= Wheel-barrowing =

Phenomena in airplane flight

Wheelbarrowing is an undesired condition in tricycle-gear aircraft in which an excessive amount of weight is carried by the nosewheel rather than the main landing gear. The term is derived from the way a wheelbarrow supports most of its load on a single wheel. In aviation, this situation can reduce directional control, increase structural stress, and in severe cases cause runway excursions or accidents.
==Occurrence==
During normal operation, the main landing gear is designed to carry most of the airplane’s weight, while the nosewheel provides limited steering capability. Wheelbarrowing occurs when the nosewheel is forced to support too much of the load, usually due to excessive speed, improper pitch attitude, or a forward center of gravity. When this happens, the main wheels may lose traction with the runway, reducing braking effectiveness and steering control.

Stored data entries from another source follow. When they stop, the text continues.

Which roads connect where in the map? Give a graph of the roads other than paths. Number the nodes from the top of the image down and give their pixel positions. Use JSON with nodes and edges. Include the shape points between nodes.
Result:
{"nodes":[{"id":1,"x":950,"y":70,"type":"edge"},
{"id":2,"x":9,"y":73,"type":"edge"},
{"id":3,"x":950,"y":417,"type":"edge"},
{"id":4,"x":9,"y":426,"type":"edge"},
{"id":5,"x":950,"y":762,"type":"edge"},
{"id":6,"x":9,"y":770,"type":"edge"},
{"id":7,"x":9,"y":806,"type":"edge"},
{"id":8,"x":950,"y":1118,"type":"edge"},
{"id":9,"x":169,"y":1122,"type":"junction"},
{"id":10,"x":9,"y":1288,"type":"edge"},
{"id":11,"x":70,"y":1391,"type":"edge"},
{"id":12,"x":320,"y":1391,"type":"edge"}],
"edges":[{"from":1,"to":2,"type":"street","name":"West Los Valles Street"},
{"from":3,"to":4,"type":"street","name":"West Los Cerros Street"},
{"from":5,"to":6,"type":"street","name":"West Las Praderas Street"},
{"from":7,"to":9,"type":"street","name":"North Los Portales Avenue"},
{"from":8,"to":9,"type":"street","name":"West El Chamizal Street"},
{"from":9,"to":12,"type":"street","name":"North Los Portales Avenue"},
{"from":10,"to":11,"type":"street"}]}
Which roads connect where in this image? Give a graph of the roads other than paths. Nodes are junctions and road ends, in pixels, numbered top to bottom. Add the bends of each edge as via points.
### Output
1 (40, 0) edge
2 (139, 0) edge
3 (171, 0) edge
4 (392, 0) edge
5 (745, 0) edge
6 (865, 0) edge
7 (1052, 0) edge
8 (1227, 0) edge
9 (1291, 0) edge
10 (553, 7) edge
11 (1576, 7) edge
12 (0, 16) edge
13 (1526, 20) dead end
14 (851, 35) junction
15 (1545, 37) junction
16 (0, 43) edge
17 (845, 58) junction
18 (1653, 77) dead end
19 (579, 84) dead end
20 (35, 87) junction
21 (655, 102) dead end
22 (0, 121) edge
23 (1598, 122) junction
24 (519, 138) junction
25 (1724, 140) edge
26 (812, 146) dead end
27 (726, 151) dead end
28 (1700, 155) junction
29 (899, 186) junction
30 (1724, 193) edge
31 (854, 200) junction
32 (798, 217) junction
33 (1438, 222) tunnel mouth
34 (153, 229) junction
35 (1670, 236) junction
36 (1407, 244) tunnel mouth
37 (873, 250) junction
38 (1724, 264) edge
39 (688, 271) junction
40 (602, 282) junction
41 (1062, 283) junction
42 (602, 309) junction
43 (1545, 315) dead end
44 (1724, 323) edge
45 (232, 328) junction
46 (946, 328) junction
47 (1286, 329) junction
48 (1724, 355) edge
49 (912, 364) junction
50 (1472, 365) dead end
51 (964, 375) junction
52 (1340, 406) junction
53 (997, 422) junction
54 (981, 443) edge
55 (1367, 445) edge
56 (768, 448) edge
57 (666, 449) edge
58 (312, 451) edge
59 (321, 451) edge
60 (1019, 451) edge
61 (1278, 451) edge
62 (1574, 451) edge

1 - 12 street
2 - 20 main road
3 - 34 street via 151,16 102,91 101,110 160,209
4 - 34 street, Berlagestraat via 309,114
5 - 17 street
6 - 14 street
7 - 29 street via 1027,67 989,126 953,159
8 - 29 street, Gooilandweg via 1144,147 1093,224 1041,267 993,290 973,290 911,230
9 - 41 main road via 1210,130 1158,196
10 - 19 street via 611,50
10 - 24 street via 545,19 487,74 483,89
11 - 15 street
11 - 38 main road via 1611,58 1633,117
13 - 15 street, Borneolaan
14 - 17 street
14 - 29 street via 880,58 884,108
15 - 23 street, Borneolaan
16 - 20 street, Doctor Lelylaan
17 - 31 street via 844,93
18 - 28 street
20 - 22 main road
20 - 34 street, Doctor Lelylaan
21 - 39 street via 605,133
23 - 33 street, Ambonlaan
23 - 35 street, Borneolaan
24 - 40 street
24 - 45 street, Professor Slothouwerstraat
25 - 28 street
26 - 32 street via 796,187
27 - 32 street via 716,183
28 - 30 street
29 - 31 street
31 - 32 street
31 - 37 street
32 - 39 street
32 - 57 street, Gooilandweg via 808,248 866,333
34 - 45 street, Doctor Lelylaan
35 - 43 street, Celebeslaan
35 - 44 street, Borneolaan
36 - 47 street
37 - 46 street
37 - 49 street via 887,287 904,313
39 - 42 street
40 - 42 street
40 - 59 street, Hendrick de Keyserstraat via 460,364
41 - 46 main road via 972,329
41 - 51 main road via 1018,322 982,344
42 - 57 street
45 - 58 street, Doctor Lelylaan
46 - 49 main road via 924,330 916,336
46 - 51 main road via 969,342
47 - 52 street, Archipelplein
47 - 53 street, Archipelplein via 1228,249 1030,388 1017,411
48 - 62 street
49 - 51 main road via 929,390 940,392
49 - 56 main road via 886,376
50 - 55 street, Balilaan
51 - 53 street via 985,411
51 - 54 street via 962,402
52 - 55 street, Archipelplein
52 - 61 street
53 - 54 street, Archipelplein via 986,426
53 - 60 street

Wheelbarrowing can occur both on takeoff and landing. On takeoff, it may happen if the pilot maintains forward pressure on the control yoke, keeping the nosewheel pressed firmly against the runway and delaying rotation. On landing, it is more common when the airplane touches down nosewheel-first or when the pilot lowers the nose abruptly while the aircraft is still traveling at high speed. Both situations increase the chance of skidding, loss of control, or damage to the nose gear and propeller.
==Avoidance and mitigation==
Proper technique is the primary defense against wheelbarrowing. Pilots are trained to land on the main wheels first and allow the nosewheel to settle only after the airplane decelerates. On takeoff, smooth back-pressure is used to relieve weight from the nosewheel as the aircraft accelerates through rotation speed. If wheelbarrowing begins, the recommended correction is to apply gentle aft elevator to shift weight back to the main gear, avoiding abrupt movements that could lead to over-rotation or ballooning.